Abushukair and colleagues identified ICI-induced myocarditis, myositis, and myasthenia gravis in cancer cases within the World Health Organization (WHO) VigiBase pharmacovigilance databases. From this dataset, they formed seven groups of ICI side effects of concern: myocarditis alone; myositis alone; myasthenia gravis alone; myocarditis and myositis; myocarditis and myasthenia gravis; myositis and myasthenia gravis; and TMOS.

Out of 4,950 cases of myocarditis, myositis, and myasthenia gravis identified within the dataset, the researchers identified 2,641 ICI-induced myocarditis cases. Of those instances of myocarditis, 1,911 (72%) were myocarditis alone, and 730 (27.6%) overlapped with myocarditis and/or myasthenia gravis. The most common overlap combination was myocarditis and myositis (364 cases), followed by TMOS (207 cases). An overlap of myocarditis and myasthenia gravis was the least common combination, with 159 cases.
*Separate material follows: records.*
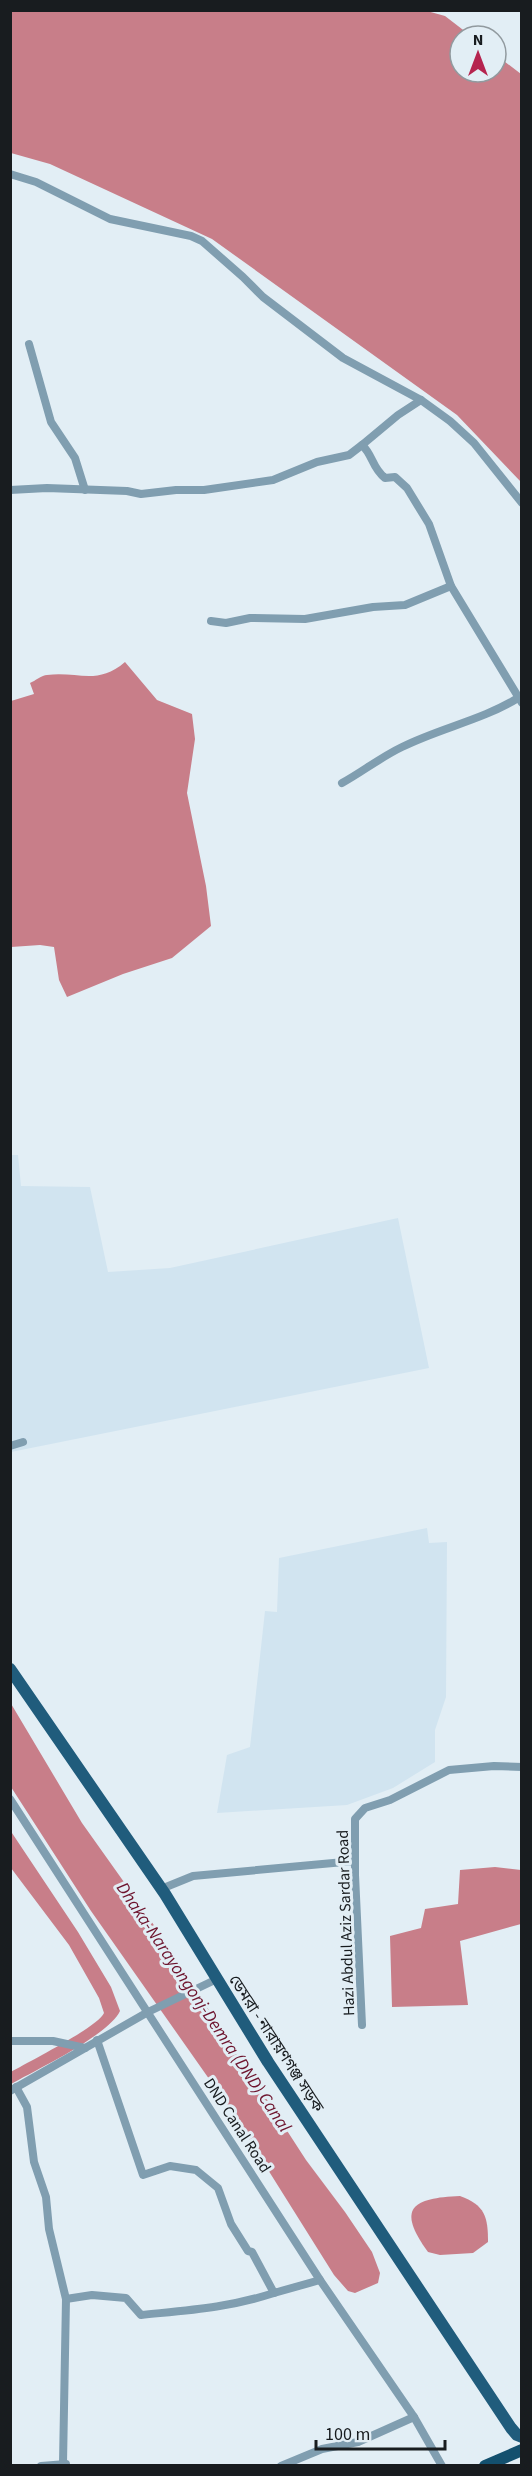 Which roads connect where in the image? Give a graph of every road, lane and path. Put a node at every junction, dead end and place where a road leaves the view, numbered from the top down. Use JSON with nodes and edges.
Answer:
{"nodes":[{"id":1,"x":10,"y":174,"type":"edge"},
{"id":2,"x":29,"y":344,"type":"dead end"},
{"id":3,"x":421,"y":400,"type":"junction"},
{"id":4,"x":362,"y":445,"type":"junction"},
{"id":5,"x":10,"y":490,"type":"edge"},
{"id":6,"x":85,"y":490,"type":"junction"},
{"id":7,"x":522,"y":502,"type":"edge"},
{"id":8,"x":451,"y":586,"type":"junction"},
{"id":9,"x":211,"y":621,"type":"dead end"},
{"id":10,"x":520,"y":701,"type":"edge"},
{"id":11,"x":342,"y":783,"type":"dead end"},
{"id":12,"x":23,"y":1442,"type":"dead end"},
{"id":13,"x":10,"y":1446,"type":"edge"},
{"id":14,"x":10,"y":1668,"type":"edge"},
{"id":15,"x":522,"y":1767,"type":"edge"},
{"id":16,"x":10,"y":1799,"type":"edge"},
{"id":17,"x":355,"y":1861,"type":"junction"},
{"id":18,"x":161,"y":1888,"type":"junction"},
{"id":19,"x":217,"y":1979,"type":"junction"},
{"id":20,"x":148,"y":2012,"type":"junction"},
{"id":21,"x":362,"y":2025,"type":"dead end"},
{"id":22,"x":10,"y":2040,"type":"edge"},
{"id":23,"x":97,"y":2040,"type":"junction"},
{"id":24,"x":85,"y":2048,"type":"junction"},
{"id":25,"x":13,"y":2089,"type":"edge"},
{"id":26,"x":320,"y":2280,"type":"junction"},
{"id":27,"x":274,"y":2293,"type":"junction"},
{"id":28,"x":66,"y":2299,"type":"junction"},
{"id":29,"x":414,"y":2417,"type":"junction"},
{"id":30,"x":519,"y":2436,"type":"edge"},
{"id":31,"x":518,"y":2452,"type":"edge"},
{"id":32,"x":66,"y":2465,"type":"edge"},
{"id":33,"x":41,"y":2466,"type":"edge"},
{"id":34,"x":281,"y":2466,"type":"edge"},
{"id":35,"x":442,"y":2466,"type":"edge"},
{"id":36,"x":485,"y":2466,"type":"edge"}],
"edges":[{"from":1,"to":3,"type":"street"},
{"from":2,"to":6,"type":"street"},
{"from":3,"to":4,"type":"street"},
{"from":3,"to":7,"type":"street"},
{"from":4,"to":6,"type":"street"},
{"from":4,"to":8,"type":"street"},
{"from":5,"to":6,"type":"street"},
{"from":8,"to":9,"type":"street"},
{"from":8,"to":10,"type":"street"},
{"from":10,"to":11,"type":"street"},
{"from":12,"to":13,"type":"street"},
{"from":14,"to":18,"type":"main road","name":"ডেমরা - নারায়ণগঞ্জ সড়ক"},
{"from":15,"to":17,"type":"street","name":"Hazi Abdul Aziz Sardar Road"},
{"from":16,"to":20,"type":"street","name":"DND Canal Road"},
{"from":17,"to":18,"type":"street"},
{"from":17,"to":21,"type":"street","name":"Hazi Abdul Aziz Sardar Road"},
{"from":18,"to":19,"type":"main road","name":"ডেমরা - নারায়ণগঞ্জ সড়ক"},
{"from":19,"to":20,"type":"street"},
{"from":19,"to":30,"type":"main road","name":"ডেমরা - নারায়ণগঞ্জ সড়ক"},
{"from":20,"to":23,"type":"street"},
{"from":20,"to":26,"type":"street","name":"DND Canal Road"},
{"from":22,"to":24,"type":"street"},
{"from":23,"to":24,"type":"street"},
{"from":23,"to":27,"type":"street"},
{"from":24,"to":25,"type":"street"},
{"from":25,"to":28,"type":"street"},
{"from":26,"to":27,"type":"street"},
{"from":26,"to":29,"type":"street","name":"DND Canal Road"},
{"from":27,"to":28,"type":"street"},
{"from":28,"to":32,"type":"street"},
{"from":29,"to":34,"type":"street"},
{"from":29,"to":35,"type":"street","name":"DND Canal Road"},
{"from":30,"to":31,"type":"main road","name":"ডেমরা - নারায়ণগঞ্জ সড়ক"},
{"from":31,"to":36,"type":"highway"},
{"from":32,"to":33,"type":"street"}]}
Following the start of ICI therapy, myocarditis had a significantly later median date of onset (60.8 days) than myocarditis and myositis (27 days); myocarditis and myasthenia gravis (27 days); and TMOS (26 days).
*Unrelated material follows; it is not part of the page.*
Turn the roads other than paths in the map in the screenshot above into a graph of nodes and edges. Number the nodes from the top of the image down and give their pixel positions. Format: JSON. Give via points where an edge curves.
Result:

After adjusting for age, ICI regimens, cancer type, and co-reactions, the researchers found that myocarditis occurring during the first month of ICI therapy start was associated with a significantly increased likelihood of myocarditis-specific fatality. Patients with ICI-induced myocarditis that began less than a month after starting treatment were 59% more likely to die from myocarditis than those whose myocarditis began one to three months after starting treatment; they were also 56% more likely to die from myocarditis than those whose ICI-induced myocarditis occurred three to 12 months after starting treatment.
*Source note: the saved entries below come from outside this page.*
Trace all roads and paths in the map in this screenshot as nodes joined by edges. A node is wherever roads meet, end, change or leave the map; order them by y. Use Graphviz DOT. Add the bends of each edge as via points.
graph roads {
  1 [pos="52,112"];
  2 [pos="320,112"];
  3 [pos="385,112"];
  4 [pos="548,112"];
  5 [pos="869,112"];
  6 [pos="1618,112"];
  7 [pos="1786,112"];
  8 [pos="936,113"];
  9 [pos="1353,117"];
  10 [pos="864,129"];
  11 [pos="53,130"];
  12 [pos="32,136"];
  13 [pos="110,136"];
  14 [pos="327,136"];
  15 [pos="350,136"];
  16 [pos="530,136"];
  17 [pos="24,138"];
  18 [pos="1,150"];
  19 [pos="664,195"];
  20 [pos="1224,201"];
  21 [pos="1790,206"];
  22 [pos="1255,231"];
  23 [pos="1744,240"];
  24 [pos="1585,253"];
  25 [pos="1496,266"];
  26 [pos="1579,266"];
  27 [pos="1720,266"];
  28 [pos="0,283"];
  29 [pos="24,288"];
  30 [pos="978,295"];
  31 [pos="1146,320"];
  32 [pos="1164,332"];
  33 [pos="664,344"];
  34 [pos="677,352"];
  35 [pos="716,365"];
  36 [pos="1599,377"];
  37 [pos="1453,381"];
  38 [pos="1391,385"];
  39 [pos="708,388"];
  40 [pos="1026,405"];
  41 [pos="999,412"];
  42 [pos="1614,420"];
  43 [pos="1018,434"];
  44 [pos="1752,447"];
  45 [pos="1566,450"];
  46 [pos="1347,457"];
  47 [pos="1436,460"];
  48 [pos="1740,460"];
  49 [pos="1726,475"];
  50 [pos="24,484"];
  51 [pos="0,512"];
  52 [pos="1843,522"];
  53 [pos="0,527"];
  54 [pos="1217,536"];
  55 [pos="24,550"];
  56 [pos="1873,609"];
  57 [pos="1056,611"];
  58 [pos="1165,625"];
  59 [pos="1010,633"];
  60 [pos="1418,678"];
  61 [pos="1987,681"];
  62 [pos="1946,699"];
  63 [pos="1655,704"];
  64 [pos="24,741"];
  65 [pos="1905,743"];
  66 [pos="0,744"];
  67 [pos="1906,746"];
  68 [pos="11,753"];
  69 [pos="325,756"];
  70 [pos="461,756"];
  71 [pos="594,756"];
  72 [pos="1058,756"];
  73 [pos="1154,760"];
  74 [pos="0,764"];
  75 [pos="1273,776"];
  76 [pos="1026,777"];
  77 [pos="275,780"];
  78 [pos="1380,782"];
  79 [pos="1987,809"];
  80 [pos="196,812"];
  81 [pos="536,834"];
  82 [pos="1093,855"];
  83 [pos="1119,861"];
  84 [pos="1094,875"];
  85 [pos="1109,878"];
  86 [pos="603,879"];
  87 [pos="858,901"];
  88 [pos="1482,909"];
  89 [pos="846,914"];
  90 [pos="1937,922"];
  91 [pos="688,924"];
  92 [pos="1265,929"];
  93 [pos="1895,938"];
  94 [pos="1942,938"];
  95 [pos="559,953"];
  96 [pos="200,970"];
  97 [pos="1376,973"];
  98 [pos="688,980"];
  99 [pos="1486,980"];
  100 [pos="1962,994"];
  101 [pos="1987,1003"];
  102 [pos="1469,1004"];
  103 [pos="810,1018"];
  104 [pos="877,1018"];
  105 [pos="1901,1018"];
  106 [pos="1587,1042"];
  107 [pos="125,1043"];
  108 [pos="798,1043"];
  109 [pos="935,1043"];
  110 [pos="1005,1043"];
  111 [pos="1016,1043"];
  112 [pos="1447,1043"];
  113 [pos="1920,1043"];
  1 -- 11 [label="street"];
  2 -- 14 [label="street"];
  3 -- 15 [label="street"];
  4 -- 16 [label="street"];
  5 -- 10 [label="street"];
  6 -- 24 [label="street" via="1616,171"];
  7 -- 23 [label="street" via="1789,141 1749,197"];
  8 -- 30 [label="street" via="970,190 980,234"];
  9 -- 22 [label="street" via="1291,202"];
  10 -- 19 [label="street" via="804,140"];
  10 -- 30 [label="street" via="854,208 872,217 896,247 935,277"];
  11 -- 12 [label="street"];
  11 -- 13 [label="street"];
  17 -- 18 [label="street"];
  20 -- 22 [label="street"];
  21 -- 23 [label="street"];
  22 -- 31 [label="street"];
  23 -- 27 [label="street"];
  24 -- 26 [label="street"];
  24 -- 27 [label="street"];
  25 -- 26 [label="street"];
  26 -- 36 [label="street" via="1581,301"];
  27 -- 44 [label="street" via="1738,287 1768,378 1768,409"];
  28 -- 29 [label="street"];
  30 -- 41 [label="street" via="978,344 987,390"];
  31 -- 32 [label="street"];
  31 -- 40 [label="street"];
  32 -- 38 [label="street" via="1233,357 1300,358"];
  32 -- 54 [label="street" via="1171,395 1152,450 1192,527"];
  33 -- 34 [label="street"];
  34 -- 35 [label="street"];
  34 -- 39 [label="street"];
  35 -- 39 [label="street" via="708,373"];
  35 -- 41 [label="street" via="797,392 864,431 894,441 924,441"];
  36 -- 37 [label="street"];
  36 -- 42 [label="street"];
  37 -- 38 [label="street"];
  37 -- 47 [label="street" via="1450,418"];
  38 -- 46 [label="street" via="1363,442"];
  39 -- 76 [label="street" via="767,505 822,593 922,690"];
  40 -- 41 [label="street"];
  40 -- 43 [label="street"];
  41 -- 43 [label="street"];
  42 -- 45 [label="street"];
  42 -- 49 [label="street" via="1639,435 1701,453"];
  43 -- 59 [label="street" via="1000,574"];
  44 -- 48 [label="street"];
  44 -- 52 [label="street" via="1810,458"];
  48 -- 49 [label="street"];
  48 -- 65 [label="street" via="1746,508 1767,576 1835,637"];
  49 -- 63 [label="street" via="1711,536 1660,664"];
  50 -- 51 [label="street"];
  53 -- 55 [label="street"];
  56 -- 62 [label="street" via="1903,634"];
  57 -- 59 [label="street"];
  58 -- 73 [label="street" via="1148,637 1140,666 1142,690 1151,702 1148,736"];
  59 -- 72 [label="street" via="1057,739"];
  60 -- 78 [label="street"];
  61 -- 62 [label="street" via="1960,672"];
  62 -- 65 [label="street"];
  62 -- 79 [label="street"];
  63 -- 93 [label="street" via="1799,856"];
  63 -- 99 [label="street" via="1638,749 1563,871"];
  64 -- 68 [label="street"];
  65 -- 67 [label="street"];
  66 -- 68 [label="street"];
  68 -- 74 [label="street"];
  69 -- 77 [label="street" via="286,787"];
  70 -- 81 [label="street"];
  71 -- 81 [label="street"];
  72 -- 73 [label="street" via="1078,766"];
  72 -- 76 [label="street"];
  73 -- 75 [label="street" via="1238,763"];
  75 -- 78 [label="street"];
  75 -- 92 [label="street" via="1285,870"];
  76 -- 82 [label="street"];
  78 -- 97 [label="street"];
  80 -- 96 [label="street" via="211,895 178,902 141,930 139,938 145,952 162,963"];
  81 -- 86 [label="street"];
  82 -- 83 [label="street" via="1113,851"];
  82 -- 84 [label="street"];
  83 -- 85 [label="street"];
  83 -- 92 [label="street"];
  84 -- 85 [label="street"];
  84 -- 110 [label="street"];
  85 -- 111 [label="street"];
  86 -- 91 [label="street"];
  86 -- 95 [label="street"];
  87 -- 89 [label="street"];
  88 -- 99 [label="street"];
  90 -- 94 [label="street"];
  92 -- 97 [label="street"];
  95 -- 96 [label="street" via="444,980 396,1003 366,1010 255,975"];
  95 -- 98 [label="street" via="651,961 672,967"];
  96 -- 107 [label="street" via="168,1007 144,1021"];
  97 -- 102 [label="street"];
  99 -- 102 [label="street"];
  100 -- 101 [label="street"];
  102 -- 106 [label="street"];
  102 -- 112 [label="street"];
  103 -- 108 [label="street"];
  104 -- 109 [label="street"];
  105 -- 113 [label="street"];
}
Myocarditis-specific fatality was highest in patients with TMOS (38%). Deaths attributable to myocarditis were less frequent in patients with myocarditis alone (21.2%); myocarditis and myositis (22.5%); and myocarditis and myasthenia gravis (25.7%).

The team is also developing an algorithm to predict fatality from ICI-induced myocarditis by using machine learning based on 858 cases of ICI-induced myocarditis with complete data availability. The researchers’ tool achieved considerable accuracy in classifying fatal and nonfatal cases.

“Our analysis indicates that the first month of a patient receiving ICI therapy is the crucial period for determining patients’ risk of myocarditis fatality. If a patent on ICIs develops myocarditis in those first 30 days, that’s a flashing warning light,” said Abushukair. “This gives clinicians an actionable timeframe for determining whom ICI therapy may be dangerous for.”

Abushukair also spoke to the potential of his team’s algorithmic model, which he hopes, following additional training data and validation currently ongoing, might have use on the clinical side for patient monitoring and risk stratification for patients receiving ICI therapy.

“I believe the model we’re developing is a great illustration of how even simple clinical data analysis can be used to address fatality in cancer treatment. Ultimately, we envision a helpful bedside tool to rule out high-risk fatality from TMOS and its constituent conditions,” he said. “With a greater understanding of the risks that these ICI side effects pose, clinicians and patients alike can be more attuned to which symptoms to be on the lookout for. Our hope is that this will create a safer paradigm for ICI treatment.”

Limitations of this study include its retrospective, descriptive design and the use of a global dataset that contained considerable heterogeneity for various protocols, thresholds, etc. The WHO dataset also lacked complete treatment information.

Abushukair reports no funding sources for the study and discloses no conflicts of interest.